Task description: Return the records below in full. Keep every word exact and skip the images.

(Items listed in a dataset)
********************

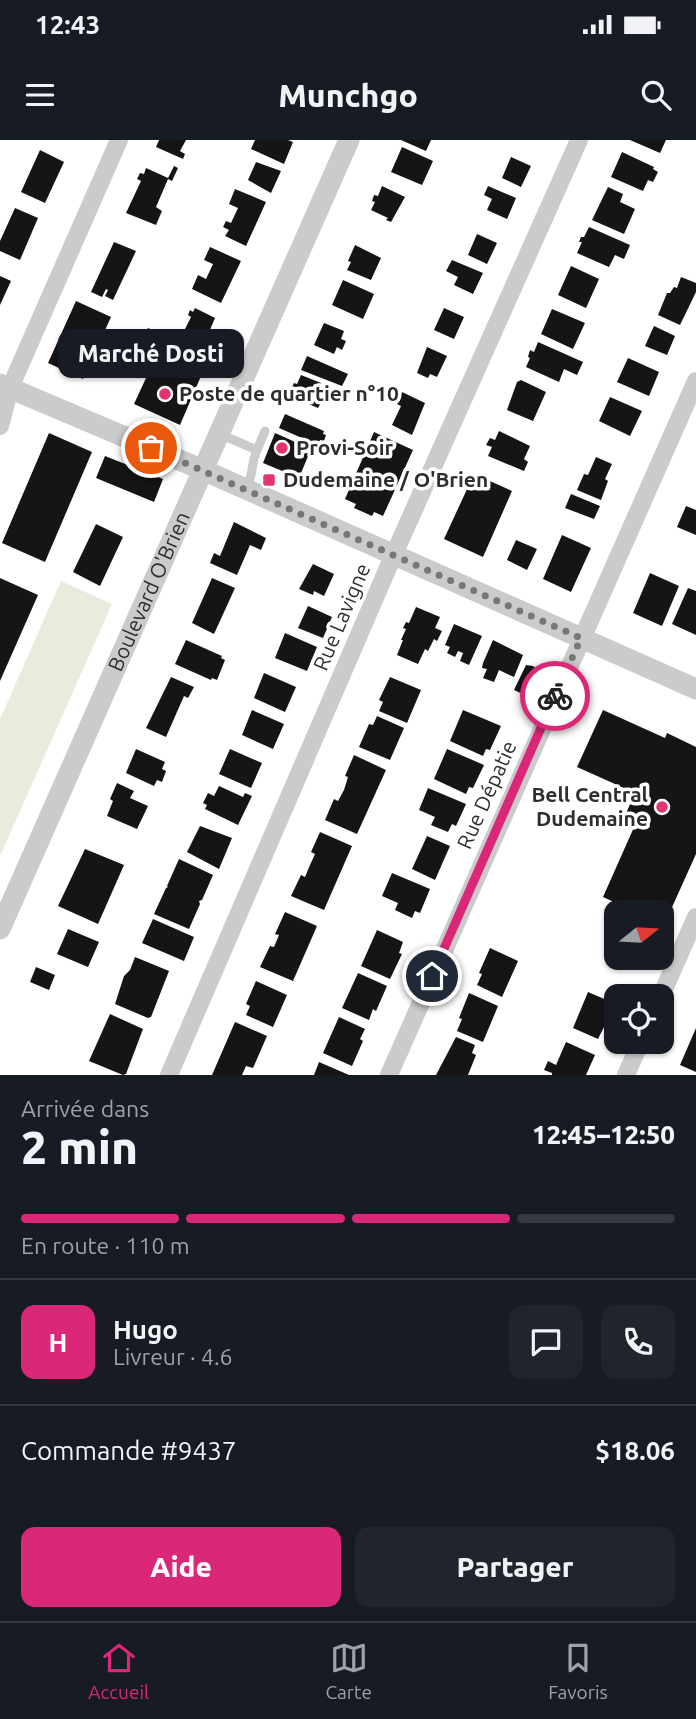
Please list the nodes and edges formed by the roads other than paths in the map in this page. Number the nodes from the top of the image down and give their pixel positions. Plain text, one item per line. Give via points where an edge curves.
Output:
1 (119, 140) edge
2 (349, 140) edge
3 (579, 140) edge
4 (696, 381) edge
5 (5, 386) edge
6 (0, 426) edge
7 (265, 431) dead end
8 (219, 434) junction
9 (257, 450) junction
10 (203, 470) junction
11 (246, 489) junction
12 (393, 556) junction
13 (581, 638) junction
14 (696, 689) edge
15 (696, 917) edge
16 (0, 929) edge
17 (666, 984) edge
18 (635, 1054) edge
19 (169, 1075) edge
20 (389, 1075) edge
21 (626, 1075) edge

1 - 5 street
2 - 8 street, Boulevard O'Brien
3 - 12 street, Rue Lavigne
4 - 13 street, Rue Dépatie
5 - 6 street
5 - 10 street
7 - 9 lane
8 - 9 lane
8 - 10 street, Boulevard O'Brien
9 - 11 lane
10 - 11 street
10 - 16 street, Boulevard O'Brien
11 - 12 street
12 - 13 street
12 - 19 street, Rue Lavigne
13 - 14 street
13 - 20 street, Rue Dépatie
15 - 17 street
18 - 21 street

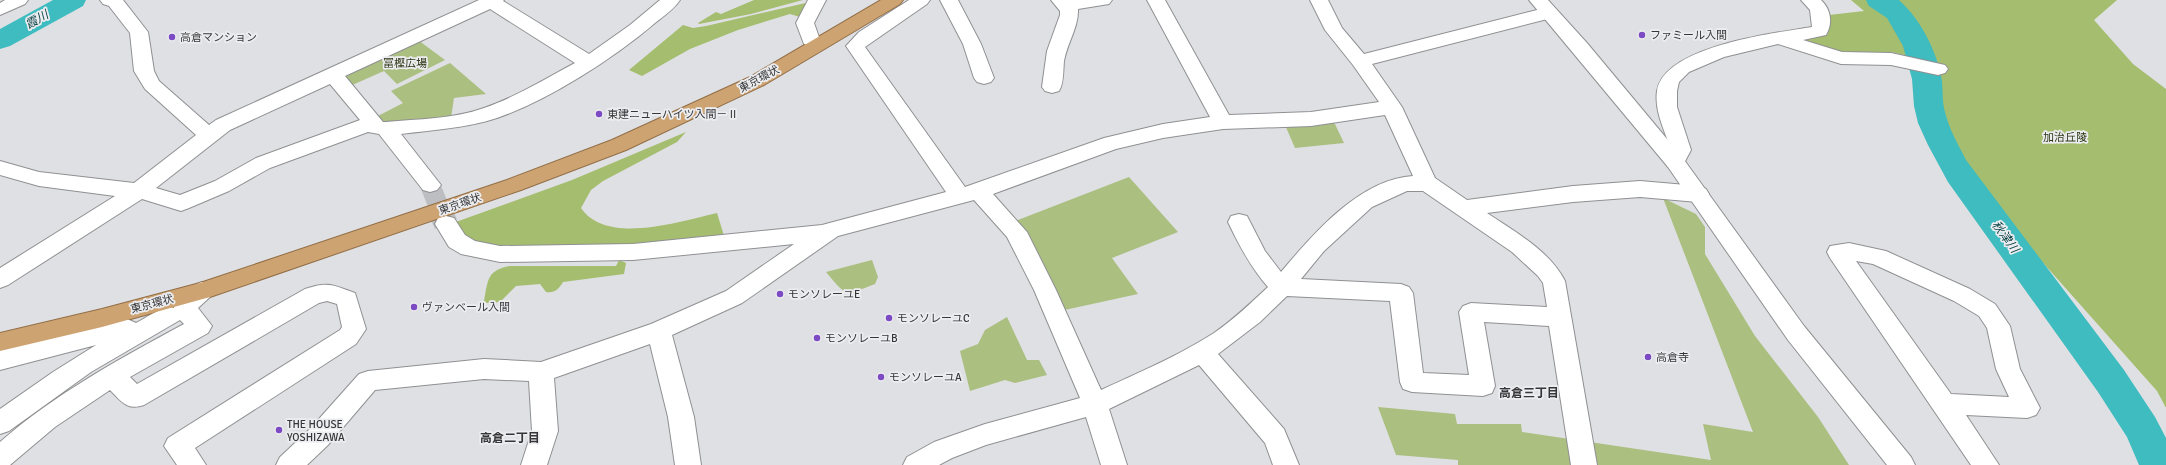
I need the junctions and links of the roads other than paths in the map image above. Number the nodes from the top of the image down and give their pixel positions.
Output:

********************

Your solution:
Please list the nodes and edges formed by the roads other than paths in the map in this page. Number the nodes from the top of the image down and give their pixel positions. Plain text, one item per line. Give via points where an edge curves.
Output:
1 (119, 140) edge
2 (349, 140) edge
3 (579, 140) edge
4 (696, 381) edge
5 (5, 386) edge
6 (0, 426) edge
7 (265, 431) dead end
8 (219, 434) junction
9 (257, 450) junction
10 (203, 470) junction
11 (246, 489) junction
12 (393, 556) junction
13 (581, 638) junction
14 (696, 689) edge
15 (696, 917) edge
16 (0, 929) edge
17 (666, 984) edge
18 (635, 1054) edge
19 (169, 1075) edge
20 (389, 1075) edge
21 (626, 1075) edge

1 - 5 street
2 - 8 street, Boulevard O'Brien
3 - 12 street, Rue Lavigne
4 - 13 street, Rue Dépatie
5 - 6 street
5 - 10 street
7 - 9 lane
8 - 9 lane
8 - 10 street, Boulevard O'Brien
9 - 11 lane
10 - 11 street
10 - 16 street, Boulevard O'Brien
11 - 12 street
12 - 13 street
12 - 19 street, Rue Lavigne
13 - 14 street
13 - 20 street, Rue Dépatie
15 - 17 street
18 - 21 street

I need the junctions and links of the roads other than paths in the map image above. Number the nodes from the top of the image down and give their pixel positions.
Output:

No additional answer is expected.